After that came a true poetic spectacle delivered by a group from Sydney called “Kabita Bikel”. I think any poet would be proud to see such a performance. I sat close to them transfixed as they alternated from poetry to songs and back again, covering the whole poetic spectra of Bangla literature. Men and women with supple melifluous voice alternating, mingling lyricism with music and drama, the whole thing presided by Mahmuda Runu a well-known poet from Sydney. Their performance proved that poetry is capable of transforming a common-place room into true celebration of words, and showed to us all what a true gift we have all are endowed with, the precious heritage called Bangla literature.

And how poetry became songs; the Tagore magic: And no one embodies this heritage as well as Rabindranath whose 150th birth anniversary this year allowed us to see his genius in new lights. Following Rishi Valmiki and Madusudan Rabindranath too sought the inspiration of Varati when he wrote seeking her intervention “Prokasho Jononi Noyon shommukhey Proshonno Mukhochhobi, Bimol manosho shoroshovashini, shukloboshona shuvrohashini, binagonjito monjuvashini, komol kunjashona”.

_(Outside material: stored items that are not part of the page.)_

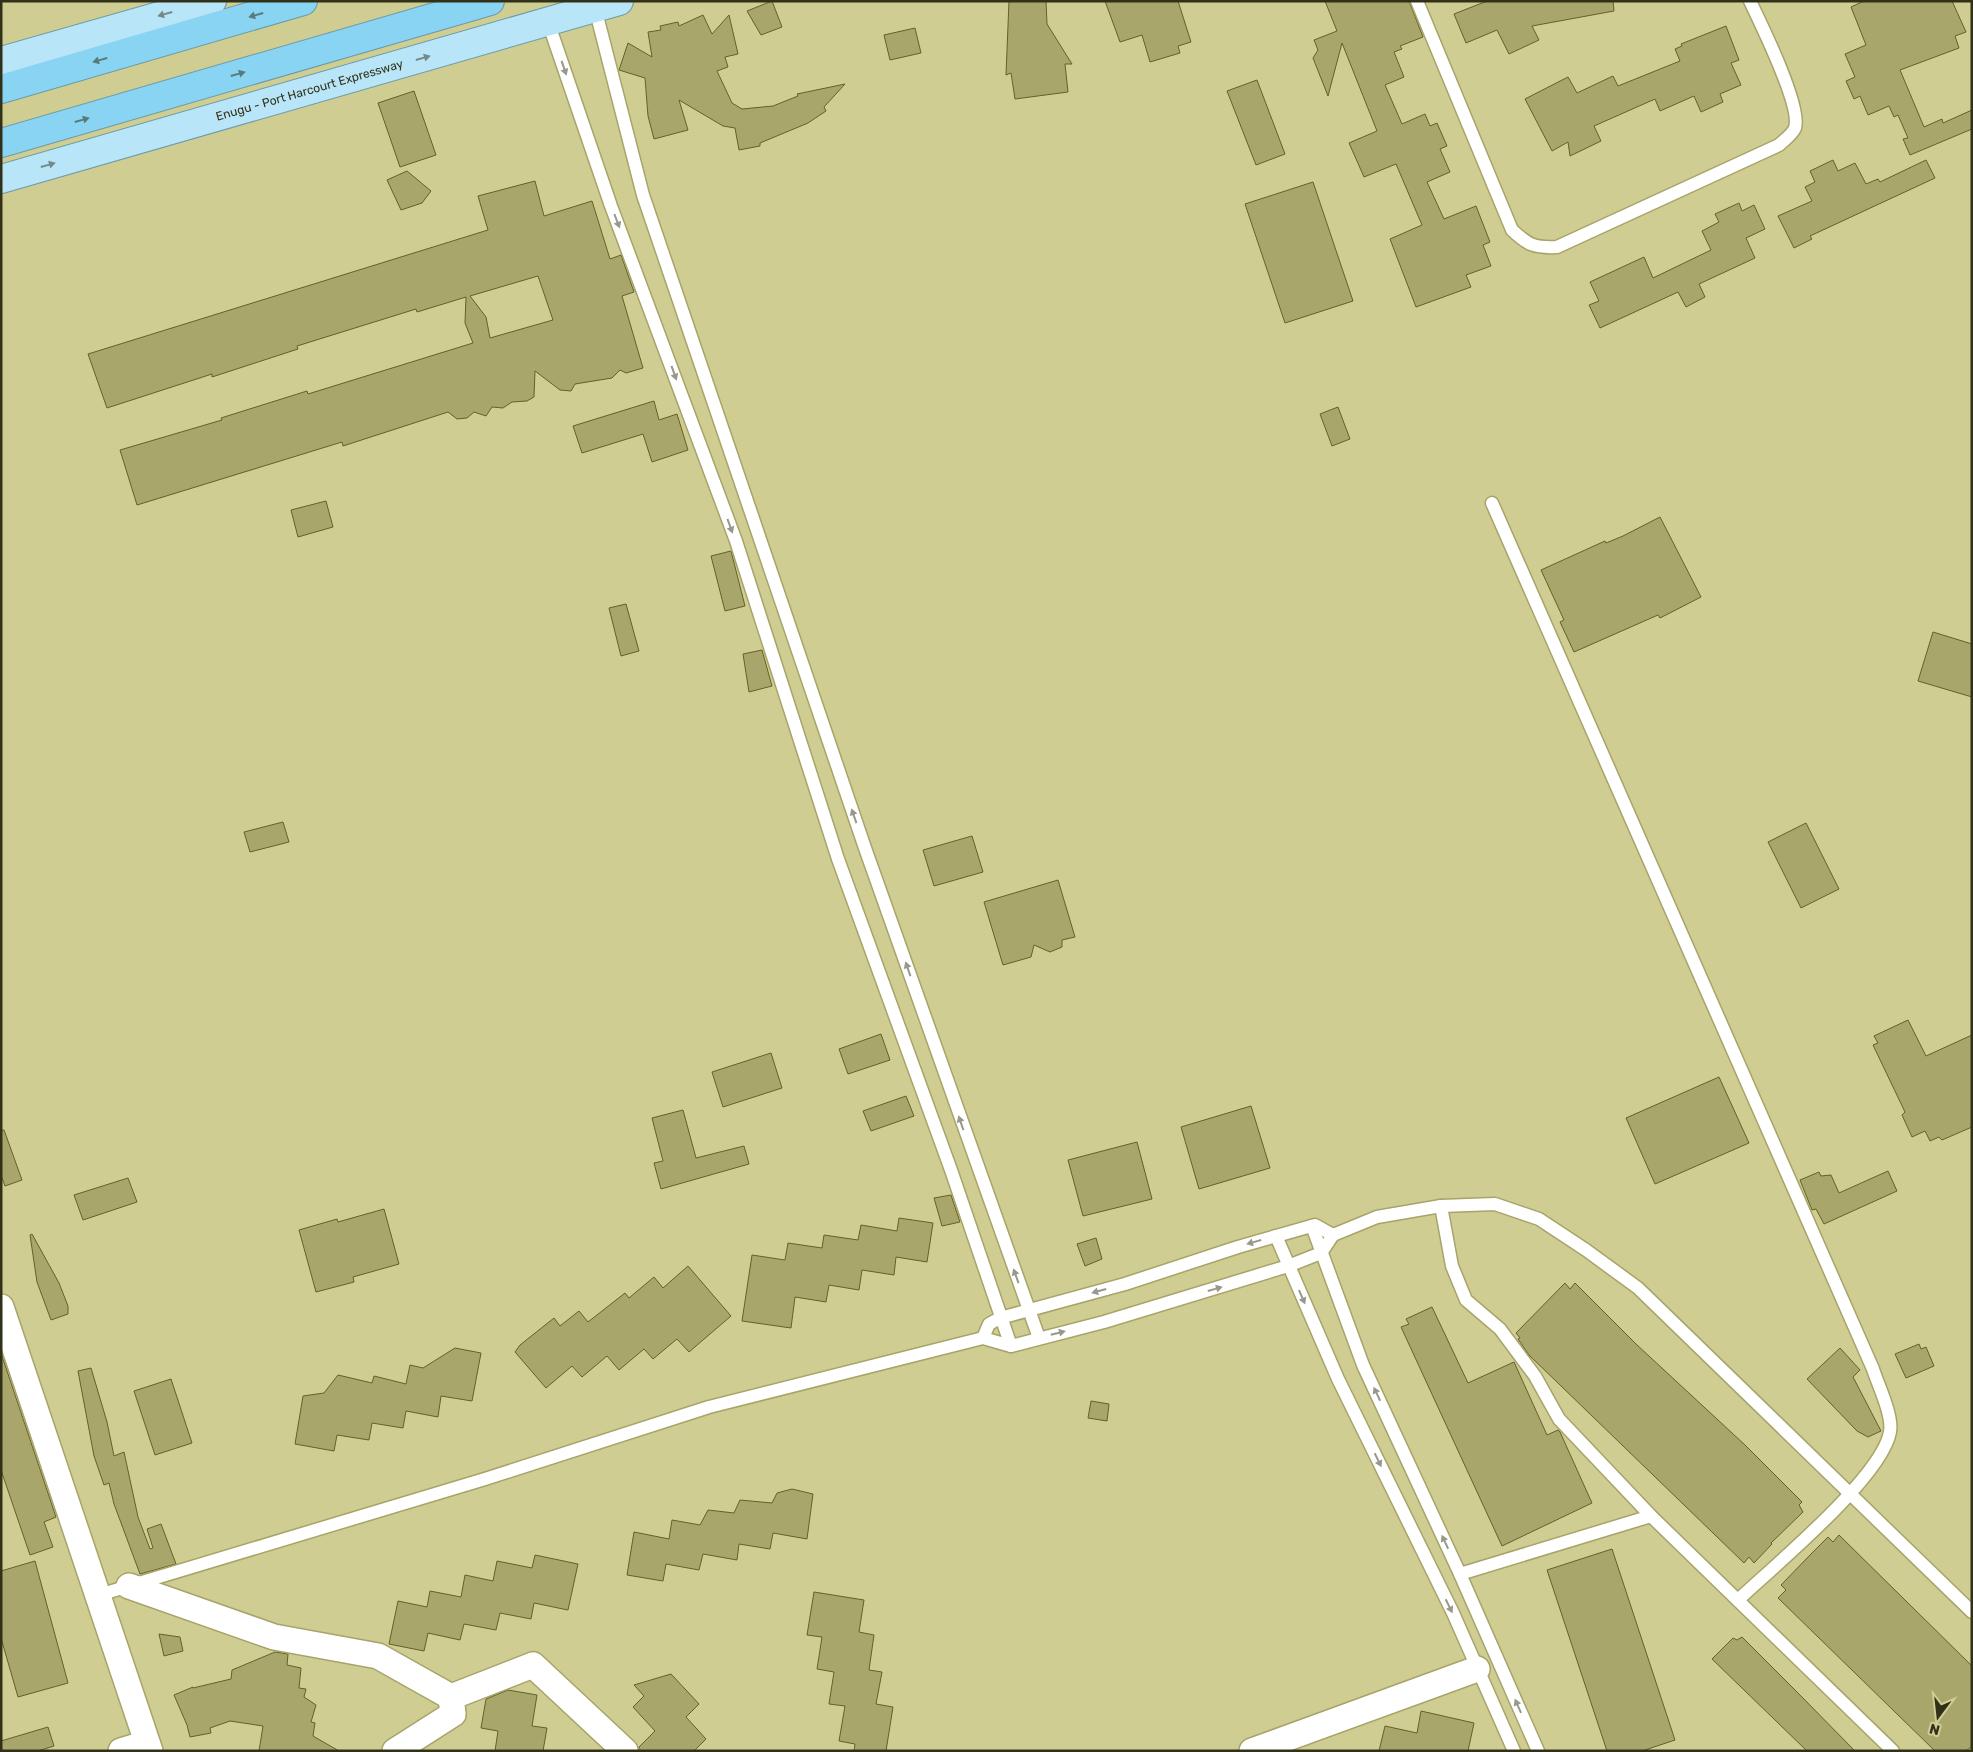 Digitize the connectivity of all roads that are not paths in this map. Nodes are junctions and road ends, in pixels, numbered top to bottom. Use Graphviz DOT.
graph roads {
  1 [pos="212,1"];
  2 [pos="303,1"];
  3 [pos="490,1"];
  4 [pos="1417,1"];
  5 [pos="1750,1"];
  6 [pos="607,5"];
  7 [pos="548,22"];
  8 [pos="1,61"];
  9 [pos="1,89"];
  10 [pos="1,143"];
  11 [pos="1,179"];
  12 [pos="1492,503"];
  13 [pos="1441,1206"];
  14 [pos="1312,1226"];
  15 [pos="1333,1235"];
  16 [pos="1276,1236"];
  17 [pos="1321,1253"];
  18 [pos="1288,1266"];
  19 [pos="1,1307"];
  20 [pos="1028,1310"];
  21 [pos="1000,1318"];
  22 [pos="982,1338"];
  23 [pos="1039,1338"];
  24 [pos="1011,1346"];
  25 [pos="1851,1494"];
  26 [pos="1651,1516"];
  27 [pos="1460,1574"];
  28 [pos="129,1586"];
  29 [pos="99,1595"];
  30 [pos="1738,1600"];
  31 [pos="1972,1612"];
  32 [pos="1477,1669"];
  33 [pos="451,1697"];
  34 [pos="148,1747"];
  35 [pos="122,1751"];
  36 [pos="395,1751"];
  37 [pos="625,1751"];
  38 [pos="1252,1751"];
  39 [pos="1514,1751"];
  40 [pos="1538,1751"];
  41 [pos="1893,1751"];
  1 -- 8 [label="main road, one-way"];
  2 -- 9 [label="highway, one-way"];
  10 -- 3 [label="highway, one-way"];
  4 -- 5 [label="lane"];
  6 -- 7 [label="main road, Enugu - Port Harcourt Expressway"];
  20 -- 6 [label="lane, one-way"];
  11 -- 7 [label="main road, Enugu - Port Harcourt Expressway, one-way"];
  7 -- 21 [label="lane, one-way"];
  12 -- 25 [label="lane"];
  13 -- 15 [label="lane"];
  13 -- 25 [label="lane"];
  13 -- 26 [label="lane"];
  14 -- 15 [label="lane"];
  14 -- 16 [label="lane"];
  14 -- 17 [label="lane"];
  15 -- 17 [label="lane"];
  16 -- 18 [label="lane"];
  16 -- 20 [label="lane, one-way"];
  17 -- 18 [label="lane"];
  27 -- 17 [label="lane, one-way"];
  23 -- 18 [label="lane, one-way"];
  18 -- 32 [label="lane, one-way"];
  19 -- 29 [label="street"];
  20 -- 21 [label="lane"];
  20 -- 23 [label="lane"];
  21 -- 22 [label="lane"];
  21 -- 24 [label="lane"];
  22 -- 24 [label="lane"];
  22 -- 28 [label="lane"];
  23 -- 24 [label="lane"];
  25 -- 30 [label="lane"];
  25 -- 31 [label="lane"];
  26 -- 27 [label="lane"];
  26 -- 30 [label="lane"];
  40 -- 27 [label="lane, one-way"];
  28 -- 29 [label="lane"];
  28 -- 33 [label="street"];
  29 -- 34 [label="street"];
  30 -- 41 [label="lane"];
  32 -- 38 [label="street"];
  32 -- 39 [label="lane"];
  33 -- 36 [label="street"];
  33 -- 37 [label="street"];
  34 -- 35 [label="street"];
}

And the musical troupe “Dhrupad” launched its hour long musical performance with such an inspiration. Dhrupad followed a novel idea of depicting Tagore songs that were used in different movies and show-casing those cases with the help of slide projection, bringing in an aura of multimedia. Since songs really cannot be described well in words I invite people who were not present in the program to listen to them. Most of these songs are now available at www.youtube.com/user/DhrupadCanberra for listening and viewing.

The whole program, held in the specious premises of Bangladesh High Commission had a homely atmosphere of mellow ease and familiarity; the presence of fire-place and book-cases brought in a vibrant domestic but artistic appeal. The High Commissioner himself was present along with his family indicating his good will and love for poetry and music. Sumptuous food in the form of Pithas were made available courtesy of Alice Nahar. And the program was very ably presented and interpreted by Farhad Reza, Tulip Chaudhury and Kowsar Khan.

I recall two poetry reading session in Canberra way back in late 1980’s. Since those remote times the heritage has been resuscitated by Shahadat Manik, a poet, adding to it the culinary promise of Pitha. It has now become a tradition of Canberra and hope will stay this way.

Epilogue: Human race has travelled a long way since the time of the great epic poet Valmiki and his divine inspiration. But the magic gift of poetry has survived the test of time, enduring and surviving the fall of empires, abandonment of homelands, lost love, infinite sadness, and relentless human misery. Again and again in our grief we have sought and found our lost souls and have become alive again and again with the inspiration of “Kalpana”, the poetic restorer of human spirit.

As we stepped out into the chilly Canberra night, after the Priyo_Australia program, we found the usual Canberra fog like a thick blanket enveloping us. Or one could imagine, as Kalpana would have asked us to do, that we were surrounded by the enduring poetic magic of imagination.

[Participants: Poetry reading from Canberra:
Abed Chaudhury, Afzal Hossain, Iqbal Ahmed, Jainal Abedin, Mr & Mrs Akash, Shegufta Rahman Tulee, Sulekha Barua, Ziaul Hoque Bablu, Zillur Rahman, Fatematuz Zuhra Sumi, Abdullah al mahbub Sumon, Lily Gomez and Mizan

Poetry reading by Kids
Shaheer Manik Rohan, Rafiqa Manik Mona, Aurpan, Zumana, Zaima, Zahi and Maliha

Mona & Mahin

“Kobita Bikel”: Mahmuda Runu, Saifur Rahman Apu, Safrina Pritty, Rajan Nondy, Sabira Rima, Mamta Chowdhury, Afsana Ruchi, Shuravi Chanda, Shakil Arman, Sanchay Kabir, Santonu Kar

Dhrupad: Robin, Avijit, Shampa, Priyanka, Paromita, Vashkar, Shaurav, Rinki, Arupa, Sami, Punna, Mintu, Tulip, Kowsar

The whole evening program was conducted by Farhadur Reza Probal.]